The recently released report on FDA science provides compelling arguments that the FDA regulatory system responsible for this initiative is overloaded and underfunded. The importance of a fully funded FDA is clear, based on the statistics. In 2006, the Center for Devices and Radiological Health (CDRH) regulated manufacturers with sales of $110 billion. The Center for Drug Evaluation and Research (CDER) oversaw $275 billion in pharmaceutical sales, 2,500 US manufacturers, and 2,500 foreign manufacturers. The Center for Biologics Evaluation and Research (CBER) typically reviews more than 800 new products every year. The Center for Veterinary Medicine is responsible for products tied to more than 10 billion food producing animals, 200 million pets, and more than 90,000 manufacturers.

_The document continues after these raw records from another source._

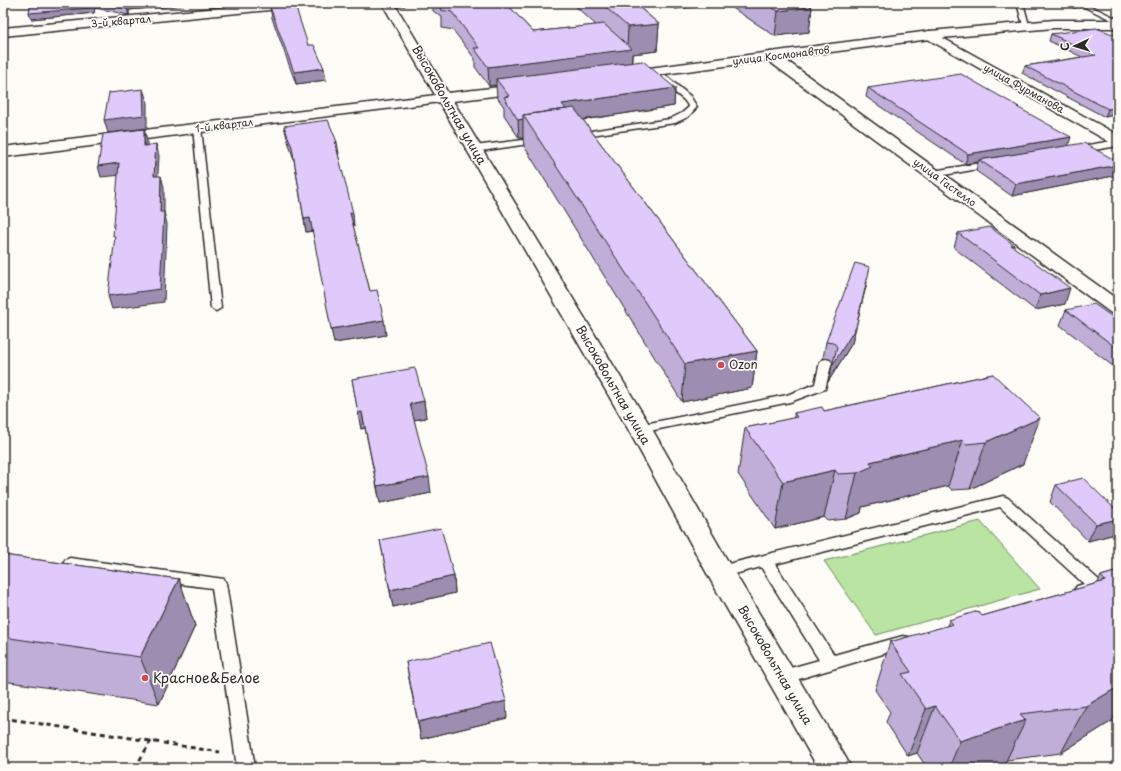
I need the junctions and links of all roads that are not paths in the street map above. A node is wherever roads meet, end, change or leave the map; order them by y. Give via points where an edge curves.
1 (310, 3) edge
2 (404, 3) edge
3 (673, 3) edge
4 (700, 3) edge
5 (1020, 3) edge
6 (1079, 3) edge
7 (389, 4) edge
8 (1080, 23) junction
9 (1118, 23) edge
10 (1026, 25) junction
11 (3, 32) edge
12 (930, 35) junction
13 (1112, 37) edge
14 (771, 56) junction
15 (655, 71) junction
16 (616, 76) edge
17 (538, 86) edge
18 (444, 98) junction
19 (197, 128) junction
20 (569, 136) edge
21 (545, 139) edge
22 (1118, 142) edge
23 (474, 149) junction
24 (3, 152) edge
25 (1064, 152) edge
26 (1002, 162) edge
27 (933, 174) junction
28 (216, 308) dead end
29 (1118, 309) edge
30 (826, 362) dead end
31 (640, 429) junction
32 (765, 561) junction
33 (57, 562) edge
34 (720, 572) junction
35 (1065, 595) edge
36 (914, 639) edge
37 (830, 663) junction
38 (782, 678) junction
39 (245, 762) edge
40 (835, 768) edge

1 - 11 street, 3-й квартал
2 - 7 lane
3 - 4 lane via 676,6
5 - 10 lane
6 - 9 lane
7 - 18 street, Высоковольтная улица
8 - 9 street, улица Космонавтов
8 - 10 street, улица Космонавтов
8 - 13 street
10 - 12 street, улица Космонавтов
12 - 14 street, улица Космонавтов
12 - 22 street, улица Фурманова
14 - 15 street, улица Космонавтов
14 - 27 street, улица Гастелло
15 - 16 street, улица Космонавтов
15 - 20 lane via 693,107 685,116 672,121
17 - 18 street
18 - 19 street, 1-й квартал
18 - 23 street, Высоковольтная улица
19 - 24 street, 1-й квартал
19 - 28 lane
21 - 23 lane
22 - 25 lane
23 - 31 street, Высоковольтная улица
26 - 27 lane
27 - 29 street, улица Гастелло
30 - 31 lane via 821,386 790,398
31 - 34 street, Высоковольтная улица
32 - 34 lane
32 - 35 lane via 1003,501 1096,586
32 - 37 lane
33 - 39 lane via 219,583
34 - 38 street, Высоковольтная улица
36 - 37 lane
37 - 38 lane
38 - 40 street, Высоковольтная улица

Each year, the FDA reviews new products and evaluates questionable consumer goods under its huge mandate to protect and improve public health. In 2007, the agency’s field force investigated pet food contaminated by tainted wheat gluten imported from China, with more than 100 brands of food recalled by manufacturers. The FDA also approved a unique two hour blood test that marks a significant advance in rapidly detecting drug-resistant staph infections. CDER approved a total of 88 new products, including the first drug to treat all degrees of Alzheimer’s disease and a new breast cancer drug that can replace a current one poorly tolerated by many patients. It also approved or tentatively approved 682 new, less costly generic drugs, a 33 percent increase over the previous year. This February, FDA advisors endorsed a new formula for next year’s flu vaccine that, unlike most years’ vaccines, would include all new influenza virus strains. Through its CBER programs, the FDA improves donated blood supplies by assessing additional testing as needed, in FY 2007 approving screening tests for West Nile virus, Chagas disease, and early detection of hepatitis C virus and HIV-1.
 
ASM Recommendation for the FDA in FY 2009

The FDA already regulates more than 375,000 facilities worldwide in nearly 100 countries. The volume of FDA regulated imports has doubled over the past five years. Approximately 15 percent of the US food supply is imported and for some items like seafood and fresh fruit, market share reaches 60 to 80 percent. If current market trends persist, the beleaguered agency’s workload will continue to expand rapidly inside the United States and elsewhere. It is essential that FDA science capabilities, research and field personnel, and infrastructures also expand to meet these challenges. Although the Administration has proposed an increase of $130 million for the FY 2009 budget for the FDA, this budget increase is still inadequate. The ASM believes the FDA could use a $375 million increase based on the professional judgment budget of the FDA Science Board. We believe the Science Board Report has provided a sound basis for the allocation of new resources for the food supply, biological sciences with emphasis on drug safety, science reorganization, scientific capability including training and a visiting scientist program, and information technology.